What's up with this stone?



Just wondering what this cool stone might be.  It was found laying around in a field.



  • Currently Being Moderated
    Mar 12, 2013 2:04 PM (in response to Ivan)
    Re: What's up with this stone?

    Hello Ivan,


    Still busy collecting, I see


    You have found a lump of feldspar porphyry.


    It is a type of igneous rock. It is composed of light-coloured crystals of feldspar in a dark matrix of much finer-grained igneous rock. In this setting, the large crystals are called phenocrysts. There are other types of feldspar, distinguished by the mineral comprising the phenocrysts. I can tell the phenocrysts in your specimen are feldspar from their shapes.

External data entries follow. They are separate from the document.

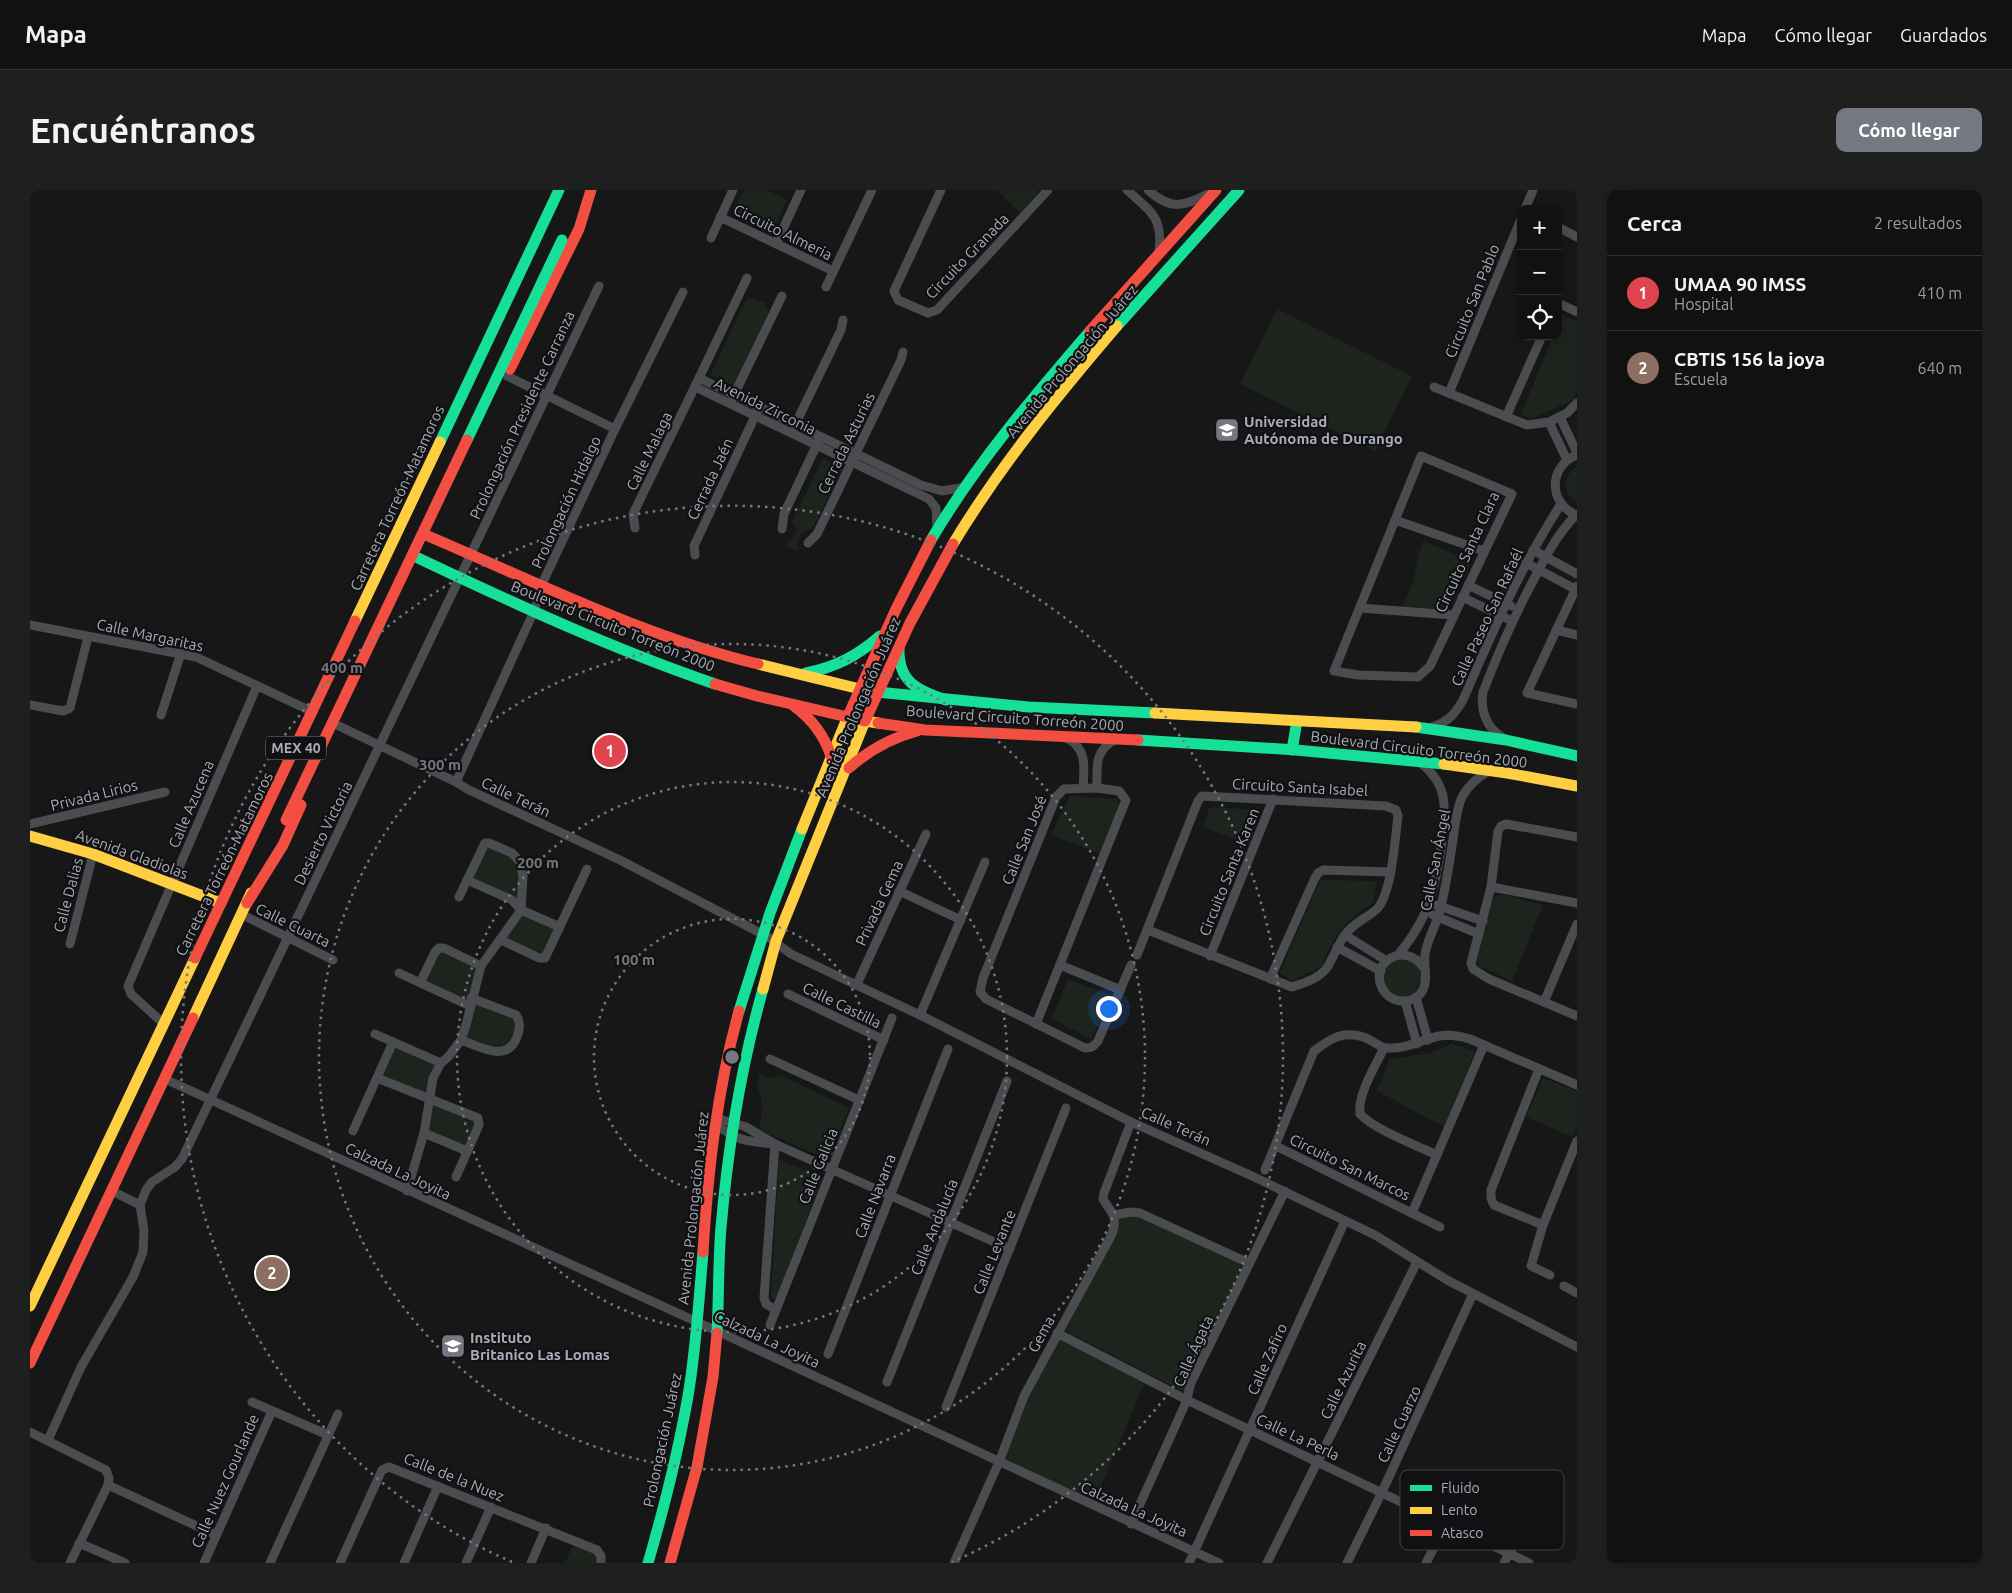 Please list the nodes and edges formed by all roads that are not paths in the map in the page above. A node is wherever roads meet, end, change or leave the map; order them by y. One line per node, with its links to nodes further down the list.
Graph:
1 (560, 190): 24 (main road, Carretera Torreón-Matamoros / MEX 40)
2 (586, 190): 145 (main road, MEX 40, bridge)
3 (591, 190): 36 (main road)
4 (733, 190): 15 (street, Circuito Almeria)
5 (801, 190): 20 (street)
6 (872, 190): 22 (street, Circuito Almeria)
7 (941, 190): 8 (street, Circuito Granada)
8 (1048, 190)
9 (1127, 190): 21 (street)
10 (1148, 190): 13 (street)
11 (1239, 190): 33 (main road, Avenida Prolongación Juárez)
12 (1533, 190): 14 (street)
13 (1216, 191): 21 (main road, Avenida Prolongación Juárez)
14 (1527, 205)
15 (720, 217): 19 (street, Circuito Almeria); 20 (street, Circuito Almeria)
16 (1517, 229): 40 (street, Circuito San Pablo)
17 (1562, 229): 18 (street)
18 (1577, 237)
19 (711, 238)
20 (776, 244): 22 (street, Circuito Almeria)
21 (1158, 253): 32 (main road, Avenida Prolongación Juárez)
22 (833, 271): 26 (street, Circuito Almeria)
23 (747, 278): 37 (street)
24 (517, 280): 56 (main road); 103 (main road, Carretera Torreón-Matamoros / MEX 40)
25 (599, 286): 42 (street, Prolongación Presidente Carranza)
26 (826, 287)
27 (683, 292): 49 (street, Prolongación Hidalgo)
28 (782, 296): 41 (street)
29 (1562, 305): 30 (street)
30 (1577, 312)
31 (843, 320): 50 (street)
32 (1100, 320): 33 (main road); 55 (main road, Avenida Prolongación Juárez)
33 (1113, 333): 97 (main road, Avenida Prolongación Juárez)
34 (1540, 340): 46 (street)
35 (903, 352): 53 (street, Cerrada Asturias)
36 (506, 376): 42 (street); 57 (main road)
37 (699, 378): 38 (street, Avenida Zirconia); 41 (street, Avenida Zirconia)
38 (695, 387): 44 (street, Avenida Zirconia); 62 (street, Calle Malaga)
39 (1434, 387): 40 (street)
40 (1450, 393): 46 (street)
41 (734, 395): 44 (street); 45 (street, Avenida Zirconia)
42 (547, 396): 49 (street); 71 (street, Prolongación Presidente Carranza)
43 (1577, 403): 47 (street)
44 (730, 404): 45 (street, Avenida Zirconia)
45 (757, 412): 50 (street, Avenida Zirconia); 72 (street, Cerrada Jaén)
46 (1506, 417): 48 (street)
47 (1560, 417): 48 (street); 52 (street)
48 (1549, 422): 54 (street)
49 (615, 429): 81 (street, Prolongación Hidalgo)
50 (794, 429): 51 (street, Avenida Zirconia)
51 (818, 441): 53 (street, Avenida Zirconia); 63 (street)
52 (1577, 454): 54 (street)
53 (854, 458): 55 (street, Avenida Zirconia); 64 (street, Avenida Zirconia); 67 (street, Cerrada Asturias)
54 (1566, 460): 58 (street)
55 (966, 487): 64 (main road, Avenida Prolongación Juárez)
56 (428, 492): 57 (main road); 61 (main road)
57 (444, 504): 65 (main road)
58 (1561, 504): 59 (street); 68 (street, Calle Paseo San Rafaél)
59 (1577, 515): 73 (street, Calle Paseo San Rafaél)
60 (1396, 520): 69 (street); 69 (street, Circuito Santa Clara); 86 (street, Circuito Santa Clara)
61 (412, 525): 66 (main road); 70 (main road)
62 (635, 528)
63 (782, 529)
64 (937, 533): 94 (main road, Avenida Prolongación Juárez)
65 (428, 536): 66 (main road); 71 (main road, Boulevard Circuito Torreón 2000); 74 (main road)
66 (412, 543): 70 (main road); 74 (main road)
67 (808, 543)
68 (1533, 550): 73 (street); 75 (street, Calle Paseo San Rafaél)
69 (1484, 551): 82 (street, Circuito Santa Clara)
70 (399, 552): 103 (main road)
71 (471, 555): 79 (street, Prolongación Presidente Carranza); 81 (main road, Boulevard Circuito Torreón 2000)
72 (696, 556)
73 (1546, 557): 76 (street, Calle Paseo San Rafaél); 77 (street)
74 (418, 558): 79 (main road, Boulevard Circuito Torreón 2000); 80 (main road)
75 (1526, 563): 76 (street); 85 (street, Calle Paseo San Rafaél)
76 (1539, 570): 83 (street); 87 (street, Calle Paseo San Rafaél)
77 (1577, 574)
78 (390, 575): 80 (main road)
79 (460, 578): 88 (main road, Boulevard Circuito Torreón 2000); 119 (street, Desierto Victoria)
80 (406, 582): 113 (main road)
81 (542, 584): 88 (street, Prolongación Hidalgo); 99 (main road, Boulevard Circuito Torreón 2000)
82 (1468, 585): 84 (street, Circuito Santa Clara); 85 (street)
83 (1576, 587): 93 (street)
84 (1462, 597): 89 (street, Circuito Santa Clara); 90 (street)
85 (1506, 604): 87 (street); 90 (street, Calle Paseo San Rafaél)
86 (1360, 608): 89 (street); 89 (street, Circuito Santa Clara)
87 (1518, 610): 91 (street, Calle Paseo San Rafaél)
88 (534, 611): 105 (main road, Boulevard Circuito Torreón 2000); 126 (street, Prolongación Hidalgo)
89 (1453, 615)
90 (1499, 615): 91 (street); 114 (street, Calle Paseo San Rafaél)
91 (1512, 621): 118 (street, Calle Paseo San Rafaél)
92 (30, 626): 96 (street, Calle Margaritas)
93 (1556, 630): 95 (street); 106 (street)
94 (884, 632): 99 (main road); 101 (main road, Avenida Prolongación Juárez)
95 (1577, 635)
96 (88, 636): 98 (street, Calle Margaritas); 107 (street)
97 (901, 640): 102 (main road, Avenida Prolongación Juárez); 104 (main road)
98 (181, 653): 100 (street, Calle Margaritas); 109 (street)
99 (802, 674): 101 (main road, Boulevard Circuito Torreón 2000)
100 (257, 686): 108 (street, Calle Margaritas); 141 (street, Calle Azucena)
101 (860, 689): 102 (main road, Boulevard Circuito Torreón 2000); 110 (main road, Avenida Prolongación Juárez)
102 (877, 692): 104 (main road, Boulevard Circuito Torreón 2000); 111 (main road, Avenida Prolongación Juárez)
103 (319, 700): 108 (main road, Carretera Torreón-Matamoros / MEX 40)
104 (946, 700): 112 (main road, Boulevard Circuito Torreón 2000)
105 (789, 702): 110 (main road, Boulevard Circuito Torreón 2000); 121 (main road)
106 (1577, 704)
107 (30, 705)
108 (313, 712): 149 (main road, Carretera Torreón-Matamoros / MEX 40)
109 (161, 715)
110 (848, 716): 111 (main road, Boulevard Circuito Torreón 2000); 121 (main road, Avenida Prolongación Juárez)
111 (865, 721): 115 (main road, Boulevard Circuito Torreón 2000); 125 (main road, Avenida Prolongación Juárez)
112 (1297, 721): 114 (main road, Boulevard Circuito Torreón 2000); 120 (main road)
113 (339, 726): 119 (street, Calle Terán); 145 (main road)
114 (1427, 729): 118 (main road, Boulevard Circuito Torreón 2000)
115 (924, 730): 116 (main road, Boulevard Circuito Torreón 2000); 125 (main road)
116 (1063, 737): 117 (main road, Boulevard Circuito Torreón 2000); 128 (street)
117 (1115, 740): 120 (main road, Boulevard Circuito Torreón 2000); 129 (street)
118 (1506, 740): 122 (main road, Boulevard Circuito Torreón 2000)
119 (380, 746): 126 (street, Calle Terán); 162 (street, Desierto Victoria)
120 (1292, 750): 123 (main road, Boulevard Circuito Torreón 2000)
121 (831, 756): 159 (main road, Avenida Prolongación Juárez)
122 (1577, 756)
123 (1417, 761): 124 (main road, Boulevard Circuito Torreón 2000); 146 (street, Calle San Ángel)
124 (1492, 770): 127 (main road, Boulevard Circuito Torreón 2000); 148 (street, Calle San Ángel)
125 (845, 772): 164 (main road, Avenida Prolongación Juárez)
126 (456, 782): 159 (street, Calle Terán)
127 (1577, 786)
128 (1083, 788): 129 (street, Calle San José); 191 (street, Calle San José)
129 (1097, 788): 172 (street, Calle San José)
130 (165, 792): 132 (street, Privada Lirios)
131 (1273, 800): 139 (street, Circuito Santa Isabel); 158 (street, Circuito Santa Isabel); 169 (street, Circuito Santa Karen)
132 (30, 824)
133 (926, 834): 143 (street, Privada Gema)
134 (30, 836): 136 (main road, Avenida Gladiolas)
135 (1577, 837): 142 (street)
136 (94, 854): 141 (main road, Avenida Gladiolas); 165 (street, Calle Dalias)
137 (985, 862): 154 (street, Calle San José)
138 (587, 869): 157 (street)
139 (1391, 872): 161 (street, Circuito Santa Isabel); 178 (street)
140 (467, 880): 144 (street); 150 (street); 150 (street)
141 (172, 884): 149 (main road, Avenida Gladiolas); 190 (street, Calle Azucena)
142 (1491, 887): 147 (street); 155 (street)
143 (899, 891): 154 (street); 180 (street, Privada Gema)
144 (459, 897)
145 (247, 903): 152 (main road, MEX 40)
146 (1429, 903): 148 (street); 151 (street, Calle San Ángel)
147 (1577, 903)
148 (1441, 907): 153 (street, Calle San Ángel); 155 (street)
149 (219, 908): 190 (main road, Carretera Torreón-Matamoros / MEX 40); 205 (main road)
150 (522, 910): 157 (street); 163 (street)
151 (1426, 912): 153 (street); 168 (street, Calle San Ángel)
152 (241, 914): 162 (street, Calle Cuarta); 205 (main road, MEX 40)
153 (1438, 918): 160 (street); 175 (street, Calle San Ángel)
154 (960, 920): 187 (street, Calle San José)
155 (1483, 921): 160 (street)
156 (1577, 924): 186 (street)
157 (560, 927): 163 (street)
158 (1148, 930): 167 (street, Circuito Santa Isabel); 169 (street, Circuito Santa Isabel)
159 (762, 934): 164 (street, Calle Terán); 212 (main road, Avenida Prolongación Juárez)
160 (1479, 934): 186 (street)
161 (1345, 935): 166 (street, Circuito Santa Isabel); 171 (street)
162 (289, 938): 170 (street, Calle Cuarta); 209 (street, Desierto Victoria)
163 (501, 940): 174 (street)
164 (776, 942): 180 (street, Calle Terán); 213 (main road, Avenida Prolongación Juárez)
165 (70, 944)
166 (1337, 948): 176 (street); 178 (street, Circuito Santa Isabel)
167 (1137, 955)
168 (1398, 955): 171 (street); 175 (street)
169 (1210, 956): 178 (street, Circuito Santa Isabel)
170 (333, 960)
171 (1387, 961): 176 (street)
172 (1060, 965): 181 (street); 191 (street, Calle San José)
173 (1132, 965): 181 (street)
174 (481, 966): 179 (street); 185 (street)
175 (1424, 967): 183 (street)
176 (1380, 971): 184 (street)
177 (399, 973): 179 (street)
178 (1270, 979)
179 (420, 983): 185 (street)
180 (856, 984): 187 (street, Calle Terán)
181 (1121, 990): 191 (street, Calle San José)
182 (788, 994): 194 (street, Calle Castilla)
183 (1416, 997): 184 (street); 195 (street)
184 (1405, 1001): 196 (street)
185 (471, 1002): 193 (street); 193 (street)
186 (1544, 1002): 188 (street)
187 (920, 1015): 214 (street, Calle Terán)
188 (1577, 1016)
189 (892, 1018): 194 (street, Calle Galicia)
190 (164, 1024): 244 (main road, Carretera Torreón-Matamoros / MEX 40)
191 (1036, 1024)
192 (375, 1034): 198 (street)
193 (461, 1040): 202 (street)
194 (884, 1040): 210 (street, Calle Galicia)
195 (1428, 1040): 196 (street); 197 (street)
196 (1417, 1044): 199 (street)
197 (1484, 1045): 203 (street); 222 (street, Circuito San Marcos)
198 (391, 1046): 202 (street); 204 (street)
199 (1384, 1048): 220 (street, Circuito San Marcos); 222 (street)
200 (948, 1049): 229 (street, Calle Navarra)
201 (770, 1059): 210 (street)
202 (441, 1063): 208 (street)
203 (1539, 1068): 207 (street); 235 (street)
204 (377, 1078): 208 (street); 215 (street)
205 (165, 1079): 209 (street, Calzada La Joyita); 227 (main road, MEX 40)
206 (1007, 1081): 234 (street, Calle Andalucía)
207 (1577, 1085)
208 (428, 1099): 216 (street); 221 (street)
209 (211, 1100): 226 (street, Calzada La Joyita); 230 (street, Desierto Victoria)
210 (859, 1100): 223 (street, Calle Galicia)
211 (1066, 1108): 237 (street, Calle Levante)
212 (716, 1121): 213 (street); 217 (street); 246 (main road, Avenida Prolongación Juárez)
213 (733, 1122): 217 (main road, Avenida Prolongación Juárez); 219 (street)
214 (1131, 1122): 228 (street, Calle Terán); 232 (street)
215 (353, 1131)
216 (424, 1132): 221 (street); 226 (street)
217 (731, 1136): 219 (street); 248 (main road, Avenida Prolongación Juárez)
218 (1577, 1141): 235 (street)
219 (776, 1144): 223 (street); 245 (street)
220 (1276, 1146): 224 (street, Circuito San Marcos); 231 (street, Circuito San Marcos)
221 (467, 1151): 225 (street)
222 (1437, 1155): 231 (street, Circuito San Marcos)
223 (831, 1170): 229 (street); 245 (street, Calle Galicia)
224 (1265, 1170)
225 (456, 1177)
226 (407, 1190): 246 (street, Calzada La Joyita)
227 (112, 1191): 230 (street); 252 (main road, MEX 40)
228 (1285, 1191): 233 (street, Calle Terán); 239 (street, Calle Ágata)
229 (890, 1196): 234 (street); 251 (street, Calle Navarra)
230 (140, 1206): 262 (street)
231 (1412, 1213): 236 (street, Circuito San Marcos)
232 (1114, 1215): 239 (street); 249 (street, Gema)
233 (1345, 1221): 238 (street, Calle Terán); 259 (street, Calle Zafiro)
234 (951, 1223): 237 (street); 253 (street, Calle Andalucía)
235 (1543, 1225): 240 (street)
236 (1440, 1227)
237 (1010, 1249): 256 (street, Calle Levante)
238 (1417, 1262): 243 (street, Calle Terán); 264 (street, Calle Azurita)
239 (1249, 1263): 254 (street, Calle Ágata)
240 (1550, 1274)
241 (1564, 1286): 242 (street)
242 (1577, 1293)
243 (1473, 1294): 250 (street, Calle Terán); 267 (street, Calle Cuarzo)
244 (30, 1306)
245 (776, 1310): 247 (street, Calle Galicia)
246 (697, 1322): 248 (street, Calzada La Joyita); 288 (main road, Prolongación Juárez)
247 (770, 1325)
248 (717, 1331): 263 (street, Calzada La Joyita); 289 (main road)
249 (1057, 1334): 254 (street, Calle La Perla); 263 (street, Gema)
250 (1577, 1347)
251 (828, 1354)
252 (30, 1363)
253 (887, 1382)
254 (1186, 1400): 259 (street, Calle La Perla); 270 (street, Calle Ágata)
255 (252, 1402): 257 (street)
256 (946, 1407)
257 (272, 1411): 261 (street); 272 (street, Calle Nuez Gourlande)
258 (338, 1414): 261 (street)
259 (1250, 1430): 264 (street, Calle La Perla); 277 (street, Calle Zafiro)
260 (30, 1432): 262 (street)
261 (328, 1435): 282 (street)
262 (48, 1440): 265 (street)
263 (999, 1462): 270 (street, Calzada La Joyita); 290 (street, Gema)
264 (1318, 1462): 267 (street, Calle La Perla); 293 (street, Calle Azurita)
265 (108, 1485): 272 (street); 273 (street)
266 (438, 1486): 269 (street, Calle de la Nuez); 283 (street, Calle de la Nuez); 284 (street)
267 (1382, 1492): 268 (street, Calle La Perla); 294 (street, Calle Cuarzo)
268 (1400, 1501)
269 (491, 1507): 271 (street, Calle de la Nuez); 285 (street)
270 (1131, 1524): 277 (street, Calzada La Joyita)
271 (546, 1528): 286 (street); 287 (street, Calle de la Nuez)
272 (216, 1535): 281 (street, Calle Nuez Gourlande)
273 (79, 1543): 279 (street); 280 (street)
274 (1433, 1550): 295 (street)
275 (1501, 1550): 278 (street, Calle La Perla)
276 (1512, 1550): 278 (street)
277 (1194, 1552): 291 (street, Calle Zafiro); 292 (street, Calzada La Joyita)
278 (1510, 1554): 296 (street); 297 (street, Calle La Perla)
279 (70, 1563)
280 (125, 1563)
281 (204, 1563)
282 (270, 1563)
283 (340, 1563)
284 (404, 1563)
285 (466, 1563)
286 (531, 1563)
287 (601, 1563)
288 (648, 1563)
289 (670, 1563)
290 (954, 1563)
291 (1189, 1563)
292 (1219, 1563)
293 (1267, 1563)
294 (1346, 1563)
295 (1426, 1563)
296 (1504, 1563)
297 (1528, 1563)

    Porphyry forms when a magma that has begun to crystallize (the large crystals) quickly gets cooled (for instance through being ejected from a volcano or dyke) - the chilling causing the remaining liquid rock to crystallize quickly, which results in small crystals.


    Porphyry can be described in terms of its phenocrysts and/or its matrix, eg.:

    - andesite porphyry (the matrix is andesite)

    - quartz porphyry (the phenocrysts are quartz)

    - olivine dolerite porpyhry (olivine phenocrysts in dolerite matrix).

    Such names are a matter of available information and choice.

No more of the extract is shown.